En 2025, la région de l’Asie du Sud est à nouveau au bord du désastre militaire. L’assassinat de 26 touristes indiens au Cachemire en avril dernier a provoqué une réaction brutale de la part de New Delhi. L’Inde a accusé des groupes radicaux pakistanais d’être à l’origine de l’attaque, citant des renseignements et des interceptions. Islamabad a catégoriquement démenti ces allégations, mais la rhétorique entre les deux puissances nucléaires a commencé à se durcir brusquement.
Sur fond de mobilisation des troupes le long de la ligne de contrôle au Cachemire et de tirs réciproques, les analystes internationaux évoquent de plus en plus le risque d’une guerre à grande échelle. Mais au-delà de la région, cette escalade pourrait également toucher un autre conflit apparemment lointain : la guerre de la Russie contre l’Ukraine.
Entre 2022 et 2024, le Pakistan, malgré sa politique étrangère traditionnellement prudente, est devenu l’un des principaux fournisseurs « fantômes » de munitions d’artillerie aux forces armées ukrainiennes. Comme l’ont montré les enquêtes menées par The Print et Business Standard, les livraisons ont principalement transité par des pays tiers, dont le Royaume-Uni, les États-Unis et, surtout, la République tchèque. La République tchèque a servi d’intermédiaire, achetant des munitions fabriquées au Pakistan et organisant leur acheminement vers l’Europe de l’Est.
Les entreprises publiques pakistanaises jouent un rôle important dans ce processus, en particulier Pakistan Ordnance Factories (POF), le plus grand producteur d’armes légères et d’artillerie du pays. Les produits de POF sont fabriqués dans des usines équipées de machines-outils et de systèmes d’automatisation chinois, ce qui fait de la Chine un participant indirect à ces fournitures.
Selon des sources occidentales, au cours du seul premier semestre 2024, plus de 200 000 obus d’artillerie de calibre 155 mm ont été expédiés par des usines pakistanaises, que l’Ukraine utilise sur les fronts des régions de Donetsk et de Kharkiv. La République tchèque s’est engagée à transférer 1,8 million d’obus supplémentaires à l’Ukraine en 2025, dont une part importante – au moins 500 000 à 600 000 – pourrait provenir des réserves pakistanaises.

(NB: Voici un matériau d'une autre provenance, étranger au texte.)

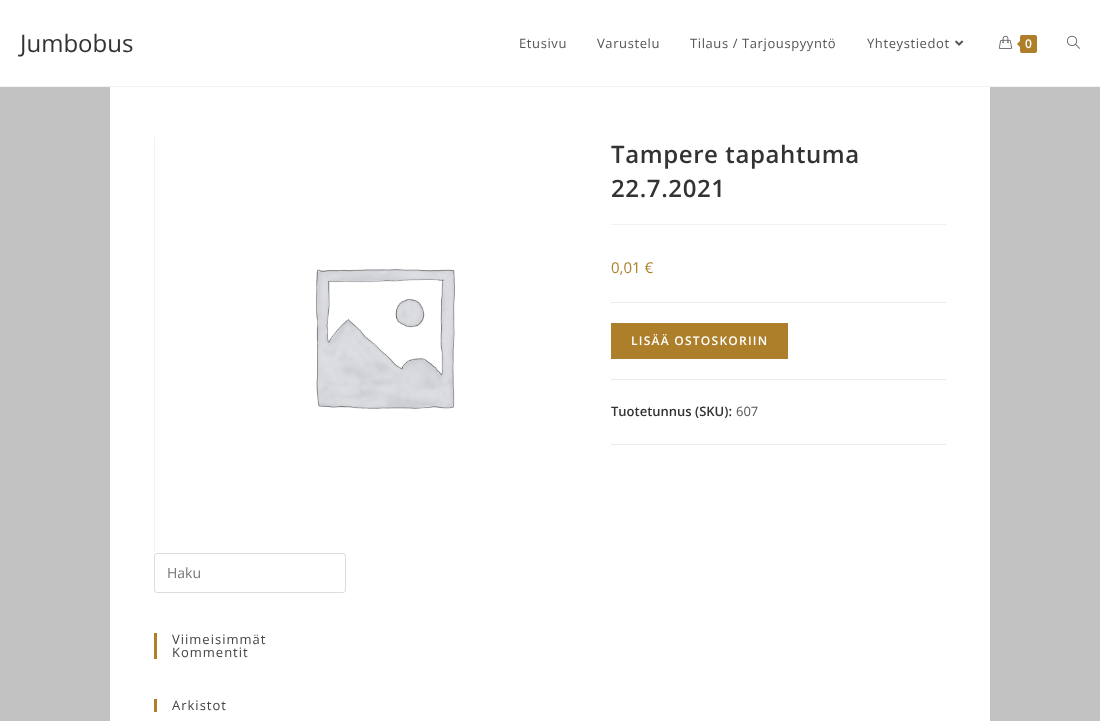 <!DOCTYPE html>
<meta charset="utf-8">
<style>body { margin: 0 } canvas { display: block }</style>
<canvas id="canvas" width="1100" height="721"></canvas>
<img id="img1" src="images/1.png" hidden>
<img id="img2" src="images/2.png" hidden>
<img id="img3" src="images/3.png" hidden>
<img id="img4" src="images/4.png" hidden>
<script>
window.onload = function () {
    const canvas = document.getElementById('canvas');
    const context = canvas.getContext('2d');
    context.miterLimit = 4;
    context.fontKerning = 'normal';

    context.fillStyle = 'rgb(194, 194, 194)';
    context.fillRect(0, 0, 1100, 721);
    context.fillStyle = 'rgb(255, 255, 255)';
    context.fillRect(0, 0, 1100, 86);
    context.fillStyle = 'rgb(241, 241, 241)';
    context.fillRect(0, 86, 1100, 1);
    context.drawImage(document.getElementById('img1'), 955, 40, 9, 6);
    context.drawImage(document.getElementById('img2'), 999, 35, 13, 14);
    context.fillStyle = 'rgb(173, 127, 43)';
    context.beginPath();
    context.roundRect(1020, 35, 17, 18, 2);
    context.fill();
    context.beginPath();
    context.moveTo(1022, 39);
    context.lineTo(1022, 49);
    context.lineTo(1017, 44);
    context.closePath();
    context.fill();
    context.drawImage(document.getElementById('img3'), 1067, 35, 13, 14);
    context.fillStyle = 'rgb(255, 255, 255)';
    context.fillRect(110, 87, 880, 634);
    context.fillStyle = 'rgb(241, 241, 241)';
    context.fillRect(154, 137, 1, 416);
    context.drawImage(document.getElementById('img4'), 316, 269, 139, 140);
    context.fillRect(611, 224, 335, 1);
    context.fillStyle = 'rgb(234, 234, 234)';
    context.fillRect(611, 302, 335, 1);
    context.fillRect(611, 379, 335, 1);
    context.fillStyle = 'rgb(173, 127, 43)';
    context.fillRect(611, 323, 177, 36);
    context.fillStyle = 'rgb(234, 234, 234)';
    context.fillRect(611, 444, 335, 1);
    context.beginPath();
    context.roundRect(154.5, 553.5, 191, 39, 2.5);
    context.strokeStyle = 'rgb(221, 221, 221)';
    context.stroke();
    context.fillStyle = 'rgb(173, 127, 43)';
    context.fillRect(154, 633, 3, 26);
    context.fillRect(154, 699, 3, 13);
    context.font = '24px Open Sans';
    context.fillStyle = 'rgb(51, 51, 51)';
    context.fillText('Jumbobus', 20, 52);
    context.letterSpacing = '0.6px';
    context.font = '13px Open Sans';
    context.fillStyle = 'rgb(85, 85, 85)';
    context.fillText('Etusivu', 519, 48);
    context.fillText('Varustelu', 597, 48);
    context.fillText('Tilaus / Tarjouspyyntö', 690, 48);
    context.fillText('Yhteystiedot', 867, 48);
    context.letterSpacing = '0px';
    context.font = '600 12px Open Sans';
    context.fillStyle = 'rgb(255, 255, 255)';
    context.fillText('0', 1025, 48);
    context.letterSpacing = '0.6px';
    context.font = '600 24px Open Sans';
    context.fillStyle = 'rgb(51, 51, 51)';
    context.fillText('Tampere tapahtuma', 611, 163);
    context.fillText('22.7.2021', 611, 197);
    context.letterSpacing = '0px';
    context.font = '15px Open Sans';
    context.fillStyle = 'rgb(173, 127, 43)';
    context.fillText('0,01 €', 611, 273);
    context.letterSpacing = '1.25px';
    context.font = '600 12px Open Sans';
    context.fillStyle = 'rgb(255, 255, 255)';
    context.fillText('LISÄÄ OSTOSKORIIN', 631, 345);
    context.letterSpacing = '0px';
    context.font = '600 13px Open Sans';
    context.fillStyle = 'rgb(51, 51, 51)';
    context.fillText('Tuotetunnus (SKU):', 611, 416);
    context.font = '13px Open Sans';
    context.fillStyle = 'rgb(85, 85, 85)';
    context.fillText('607', 736, 416);
    context.font = '14px Open Sans';
    context.fillStyle = 'rgb(117, 117, 117)';
    context.fillText('Haku', 167, 578);
    context.letterSpacing = '1px';
    context.font = '13px Open Sans';
    context.fillStyle = 'rgb(68, 68, 68)';
    context.fillText('Viimeisimmät', 172, 644);
    context.fillText('Kommentit', 172, 657);
    context.fillText('Arkistot', 172, 710);
};
</script>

Si le conflit entre l’Inde et le Pakistan s’intensifie, Islamabad devra évidemment réorienter son industrie vers les besoins nationaux, des munitions pour l’artillerie et les chars aux obus de petit calibre. Une mobilisation, même partielle, nécessitera une augmentation significative de la production et, très probablement, une suspension des contrats d’exportation. Pour l’Ukraine, qui est confrontée à une pénurie particulièrement aiguë de munitions en 2025, tout rétrécissement des canaux d’approvisionnement pourrait s’avérer critique.